Timothy Heathcliff Edwards stared forward through the grey morning air of Beijing. He felt that he was on the verge of some truly monumental and important realization. This was not a new feeling for Tim by any means, but always in the past, moments like this had been interrupted by...no, he did not want to think about that. Surely things would be different here. He must concentrate on the moment. He tried to relax and let his thoughts free flow back toward that moment of realization. He could feel something important lying there just under the surface of his conscious thoughts. Relax. Let it come. Almost there...
BANG. Someone walked headlong into him with enough force that it sent him sprawling forward onto the carpeted floor of the airport.
"Oh, I’m terribly sorry. We didn’t see you there."
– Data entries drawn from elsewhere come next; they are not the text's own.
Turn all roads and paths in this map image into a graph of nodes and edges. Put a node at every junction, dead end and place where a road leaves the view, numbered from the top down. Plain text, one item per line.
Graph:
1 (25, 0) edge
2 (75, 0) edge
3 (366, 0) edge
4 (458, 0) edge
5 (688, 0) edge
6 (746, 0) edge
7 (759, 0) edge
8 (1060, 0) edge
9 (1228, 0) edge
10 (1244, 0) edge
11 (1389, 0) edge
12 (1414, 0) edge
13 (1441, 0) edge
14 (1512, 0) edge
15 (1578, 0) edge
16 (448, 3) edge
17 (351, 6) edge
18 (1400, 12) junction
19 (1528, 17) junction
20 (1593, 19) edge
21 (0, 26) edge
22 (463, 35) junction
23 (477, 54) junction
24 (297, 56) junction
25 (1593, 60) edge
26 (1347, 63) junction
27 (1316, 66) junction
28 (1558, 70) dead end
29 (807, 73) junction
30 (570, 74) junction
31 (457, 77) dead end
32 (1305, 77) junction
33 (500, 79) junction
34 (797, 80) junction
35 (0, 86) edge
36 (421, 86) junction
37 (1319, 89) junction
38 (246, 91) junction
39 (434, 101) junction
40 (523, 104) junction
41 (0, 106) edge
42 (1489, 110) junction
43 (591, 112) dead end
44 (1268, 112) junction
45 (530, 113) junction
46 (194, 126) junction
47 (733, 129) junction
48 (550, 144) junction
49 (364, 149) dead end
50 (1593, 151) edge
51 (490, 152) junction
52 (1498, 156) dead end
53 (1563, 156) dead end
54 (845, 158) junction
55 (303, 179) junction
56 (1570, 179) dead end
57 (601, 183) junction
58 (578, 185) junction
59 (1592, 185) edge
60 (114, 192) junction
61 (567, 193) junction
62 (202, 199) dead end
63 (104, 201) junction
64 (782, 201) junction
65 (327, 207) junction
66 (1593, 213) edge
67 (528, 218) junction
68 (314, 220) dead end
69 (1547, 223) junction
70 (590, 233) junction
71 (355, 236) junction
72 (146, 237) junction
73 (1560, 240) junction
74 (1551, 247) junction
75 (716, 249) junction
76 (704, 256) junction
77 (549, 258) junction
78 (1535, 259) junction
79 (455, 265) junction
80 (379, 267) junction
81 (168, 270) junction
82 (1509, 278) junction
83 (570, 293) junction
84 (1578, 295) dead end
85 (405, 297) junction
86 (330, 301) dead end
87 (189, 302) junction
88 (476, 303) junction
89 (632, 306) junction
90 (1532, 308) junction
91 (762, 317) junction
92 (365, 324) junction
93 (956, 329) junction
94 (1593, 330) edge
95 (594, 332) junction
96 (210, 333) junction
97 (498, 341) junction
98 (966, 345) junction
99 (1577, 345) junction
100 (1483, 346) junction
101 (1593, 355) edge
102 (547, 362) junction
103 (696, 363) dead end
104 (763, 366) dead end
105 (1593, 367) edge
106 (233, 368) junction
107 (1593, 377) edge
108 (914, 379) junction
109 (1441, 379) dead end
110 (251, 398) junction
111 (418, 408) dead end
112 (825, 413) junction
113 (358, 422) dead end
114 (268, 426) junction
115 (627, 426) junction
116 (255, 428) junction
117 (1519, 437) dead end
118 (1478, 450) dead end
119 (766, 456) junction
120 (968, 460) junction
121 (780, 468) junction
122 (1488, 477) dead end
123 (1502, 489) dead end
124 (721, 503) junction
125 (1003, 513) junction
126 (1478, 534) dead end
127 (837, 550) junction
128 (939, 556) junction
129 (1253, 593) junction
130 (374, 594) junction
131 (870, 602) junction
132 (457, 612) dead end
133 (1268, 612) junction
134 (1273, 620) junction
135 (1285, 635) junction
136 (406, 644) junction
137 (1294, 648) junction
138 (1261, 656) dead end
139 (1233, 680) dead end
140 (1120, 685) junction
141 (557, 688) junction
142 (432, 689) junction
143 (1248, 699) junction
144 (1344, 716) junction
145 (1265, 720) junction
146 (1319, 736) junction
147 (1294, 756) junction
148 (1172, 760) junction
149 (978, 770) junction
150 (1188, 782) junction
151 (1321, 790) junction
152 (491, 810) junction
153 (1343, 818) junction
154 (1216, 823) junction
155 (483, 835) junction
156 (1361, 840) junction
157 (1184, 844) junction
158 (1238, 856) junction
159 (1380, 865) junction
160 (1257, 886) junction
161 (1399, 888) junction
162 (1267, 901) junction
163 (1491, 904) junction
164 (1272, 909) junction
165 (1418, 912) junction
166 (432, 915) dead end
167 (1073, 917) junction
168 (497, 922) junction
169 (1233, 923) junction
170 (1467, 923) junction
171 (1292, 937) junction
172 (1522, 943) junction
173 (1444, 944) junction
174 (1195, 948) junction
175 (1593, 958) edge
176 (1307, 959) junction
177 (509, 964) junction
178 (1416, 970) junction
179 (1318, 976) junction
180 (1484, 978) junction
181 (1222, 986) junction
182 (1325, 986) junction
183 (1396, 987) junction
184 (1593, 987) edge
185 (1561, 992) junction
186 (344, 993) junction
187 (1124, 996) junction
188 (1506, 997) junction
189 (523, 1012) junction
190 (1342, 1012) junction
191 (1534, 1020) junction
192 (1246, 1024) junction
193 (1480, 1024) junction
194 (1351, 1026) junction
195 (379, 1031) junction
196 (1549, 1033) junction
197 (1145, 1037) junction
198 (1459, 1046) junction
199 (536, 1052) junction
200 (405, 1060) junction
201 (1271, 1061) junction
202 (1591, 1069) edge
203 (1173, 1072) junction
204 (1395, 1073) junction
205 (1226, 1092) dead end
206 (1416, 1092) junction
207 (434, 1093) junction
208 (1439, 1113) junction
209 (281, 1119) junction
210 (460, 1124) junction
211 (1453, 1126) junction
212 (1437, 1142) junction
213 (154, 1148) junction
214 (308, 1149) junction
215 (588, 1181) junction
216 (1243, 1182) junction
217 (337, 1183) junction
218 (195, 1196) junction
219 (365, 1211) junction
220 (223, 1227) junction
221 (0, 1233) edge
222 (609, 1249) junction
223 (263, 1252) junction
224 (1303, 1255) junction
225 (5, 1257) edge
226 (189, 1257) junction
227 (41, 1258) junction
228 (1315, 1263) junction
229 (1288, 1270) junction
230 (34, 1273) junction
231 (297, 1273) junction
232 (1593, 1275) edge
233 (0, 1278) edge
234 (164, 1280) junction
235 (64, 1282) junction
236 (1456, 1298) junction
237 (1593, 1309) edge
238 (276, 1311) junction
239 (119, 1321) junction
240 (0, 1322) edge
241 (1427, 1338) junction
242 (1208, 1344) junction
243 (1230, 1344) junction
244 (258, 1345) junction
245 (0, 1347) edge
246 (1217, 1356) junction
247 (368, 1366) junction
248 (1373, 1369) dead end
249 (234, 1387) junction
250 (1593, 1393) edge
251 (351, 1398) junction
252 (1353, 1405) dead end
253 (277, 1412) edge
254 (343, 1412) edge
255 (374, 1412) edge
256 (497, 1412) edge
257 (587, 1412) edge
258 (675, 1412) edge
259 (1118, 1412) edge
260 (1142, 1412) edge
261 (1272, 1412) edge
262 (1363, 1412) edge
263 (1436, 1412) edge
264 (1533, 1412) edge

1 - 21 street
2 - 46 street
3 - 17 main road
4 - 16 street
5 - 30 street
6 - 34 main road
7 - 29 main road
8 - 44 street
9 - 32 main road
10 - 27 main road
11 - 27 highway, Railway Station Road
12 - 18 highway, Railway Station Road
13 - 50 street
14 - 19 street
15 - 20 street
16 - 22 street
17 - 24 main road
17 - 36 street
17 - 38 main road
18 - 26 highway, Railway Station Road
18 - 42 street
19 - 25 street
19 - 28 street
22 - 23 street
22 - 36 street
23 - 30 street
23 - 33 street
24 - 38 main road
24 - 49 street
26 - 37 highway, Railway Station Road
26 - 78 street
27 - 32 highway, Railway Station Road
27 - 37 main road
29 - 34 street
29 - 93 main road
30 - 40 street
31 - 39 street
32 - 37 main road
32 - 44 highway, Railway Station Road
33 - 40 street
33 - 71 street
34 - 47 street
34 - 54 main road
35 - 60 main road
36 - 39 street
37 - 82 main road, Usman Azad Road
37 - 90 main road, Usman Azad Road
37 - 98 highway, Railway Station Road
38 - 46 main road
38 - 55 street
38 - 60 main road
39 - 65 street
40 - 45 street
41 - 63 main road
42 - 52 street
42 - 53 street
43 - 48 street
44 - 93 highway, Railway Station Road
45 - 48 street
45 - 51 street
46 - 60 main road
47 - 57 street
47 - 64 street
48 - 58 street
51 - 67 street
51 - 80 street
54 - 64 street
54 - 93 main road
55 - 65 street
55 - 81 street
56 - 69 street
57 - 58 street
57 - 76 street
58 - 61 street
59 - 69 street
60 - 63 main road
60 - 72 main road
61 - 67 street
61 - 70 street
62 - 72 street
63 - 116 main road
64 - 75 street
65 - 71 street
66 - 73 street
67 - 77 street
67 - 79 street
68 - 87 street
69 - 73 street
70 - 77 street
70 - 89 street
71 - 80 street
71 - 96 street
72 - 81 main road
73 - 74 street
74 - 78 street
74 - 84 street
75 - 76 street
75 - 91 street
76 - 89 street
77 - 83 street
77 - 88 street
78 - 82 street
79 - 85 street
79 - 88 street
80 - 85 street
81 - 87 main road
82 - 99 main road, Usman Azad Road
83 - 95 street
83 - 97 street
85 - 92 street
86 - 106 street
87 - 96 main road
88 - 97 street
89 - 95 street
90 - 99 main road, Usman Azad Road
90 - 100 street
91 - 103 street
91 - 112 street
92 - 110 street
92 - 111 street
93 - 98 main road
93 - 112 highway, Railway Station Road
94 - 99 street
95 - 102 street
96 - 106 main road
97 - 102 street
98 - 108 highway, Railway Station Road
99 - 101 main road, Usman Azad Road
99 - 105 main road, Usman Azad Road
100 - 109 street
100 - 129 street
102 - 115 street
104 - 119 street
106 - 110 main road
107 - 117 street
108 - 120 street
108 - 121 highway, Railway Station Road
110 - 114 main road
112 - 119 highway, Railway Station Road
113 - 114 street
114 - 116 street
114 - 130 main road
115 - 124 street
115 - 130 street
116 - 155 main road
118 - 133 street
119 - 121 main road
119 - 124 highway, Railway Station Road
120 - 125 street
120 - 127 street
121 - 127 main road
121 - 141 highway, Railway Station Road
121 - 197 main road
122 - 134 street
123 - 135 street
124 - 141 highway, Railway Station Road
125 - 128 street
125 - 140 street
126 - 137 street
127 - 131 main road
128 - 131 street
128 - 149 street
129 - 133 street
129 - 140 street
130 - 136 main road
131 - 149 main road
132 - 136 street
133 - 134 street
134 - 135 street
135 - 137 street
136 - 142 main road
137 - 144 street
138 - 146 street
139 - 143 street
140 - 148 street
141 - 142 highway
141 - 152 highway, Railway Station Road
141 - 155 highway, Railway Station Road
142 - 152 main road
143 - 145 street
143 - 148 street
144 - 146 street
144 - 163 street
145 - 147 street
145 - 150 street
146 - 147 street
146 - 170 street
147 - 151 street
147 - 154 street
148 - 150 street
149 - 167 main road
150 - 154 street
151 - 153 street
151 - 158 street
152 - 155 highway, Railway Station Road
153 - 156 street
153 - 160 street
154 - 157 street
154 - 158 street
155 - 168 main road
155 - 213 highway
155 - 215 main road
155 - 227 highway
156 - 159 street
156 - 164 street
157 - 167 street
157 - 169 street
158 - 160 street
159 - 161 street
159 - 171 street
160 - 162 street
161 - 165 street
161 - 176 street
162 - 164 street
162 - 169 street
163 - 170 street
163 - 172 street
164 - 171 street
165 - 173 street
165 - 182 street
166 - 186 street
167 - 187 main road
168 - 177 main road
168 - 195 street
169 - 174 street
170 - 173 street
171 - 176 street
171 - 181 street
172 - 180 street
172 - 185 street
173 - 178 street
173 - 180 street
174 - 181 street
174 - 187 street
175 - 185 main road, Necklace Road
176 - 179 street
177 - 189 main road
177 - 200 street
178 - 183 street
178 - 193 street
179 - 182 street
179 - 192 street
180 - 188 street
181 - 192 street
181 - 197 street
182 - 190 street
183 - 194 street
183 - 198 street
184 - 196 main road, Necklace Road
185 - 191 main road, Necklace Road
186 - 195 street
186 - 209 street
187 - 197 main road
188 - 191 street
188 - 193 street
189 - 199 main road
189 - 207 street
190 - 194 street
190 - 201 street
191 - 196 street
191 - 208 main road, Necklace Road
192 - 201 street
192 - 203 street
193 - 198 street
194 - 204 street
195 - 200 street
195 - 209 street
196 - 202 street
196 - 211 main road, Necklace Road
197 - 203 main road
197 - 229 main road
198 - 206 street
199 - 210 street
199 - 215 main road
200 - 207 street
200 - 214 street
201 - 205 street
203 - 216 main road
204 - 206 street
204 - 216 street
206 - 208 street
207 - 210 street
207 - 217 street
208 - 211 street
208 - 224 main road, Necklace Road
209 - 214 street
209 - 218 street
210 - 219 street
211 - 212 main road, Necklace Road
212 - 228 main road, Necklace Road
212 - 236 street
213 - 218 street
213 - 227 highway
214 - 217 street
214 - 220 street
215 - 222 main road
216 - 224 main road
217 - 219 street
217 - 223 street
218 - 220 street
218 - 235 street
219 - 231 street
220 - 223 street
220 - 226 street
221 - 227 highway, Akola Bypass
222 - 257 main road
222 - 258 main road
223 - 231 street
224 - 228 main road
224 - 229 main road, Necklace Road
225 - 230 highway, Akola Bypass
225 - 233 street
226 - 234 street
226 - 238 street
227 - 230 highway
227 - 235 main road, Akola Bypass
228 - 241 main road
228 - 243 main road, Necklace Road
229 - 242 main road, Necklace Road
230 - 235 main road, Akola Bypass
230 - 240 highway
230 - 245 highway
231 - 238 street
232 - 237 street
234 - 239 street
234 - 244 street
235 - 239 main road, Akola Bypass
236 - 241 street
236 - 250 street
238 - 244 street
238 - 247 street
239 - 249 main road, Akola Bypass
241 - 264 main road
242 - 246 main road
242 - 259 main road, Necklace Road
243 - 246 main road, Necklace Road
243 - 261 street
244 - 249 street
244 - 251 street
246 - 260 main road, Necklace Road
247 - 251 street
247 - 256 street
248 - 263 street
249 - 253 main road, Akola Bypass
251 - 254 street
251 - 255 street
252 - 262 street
Lying on the floor with his face pressed into the carpet listening to the small thunder of rolling luggage and smelling the overpowering scent of rug shampoo, he did at last have a realization: things were not going to be different.
Timothy, like so many people before him, was a victim of bell curves. It is a popularly held misconception that the shorter you are the more likely it is that someone will accidentally bump into you. New research, however, has discovered that the underlying equation is in fact a bell-shaped probability curve leaving extremely short people along with extremely tall people among the most noticed persons on the planet.
Timothy was neither very tall nor very short. In fact, Timothy was one of those unfortunate persons whose height was exactly at the center point of the curve. These people most often lead anxious, bruised lives, and Timothy was no exception.
Slowly he lifted his head up from the floor and looked to see who it was that had blundered into his personal space this time. He opened his eyes and saw a skateboard hurtling directly towards him.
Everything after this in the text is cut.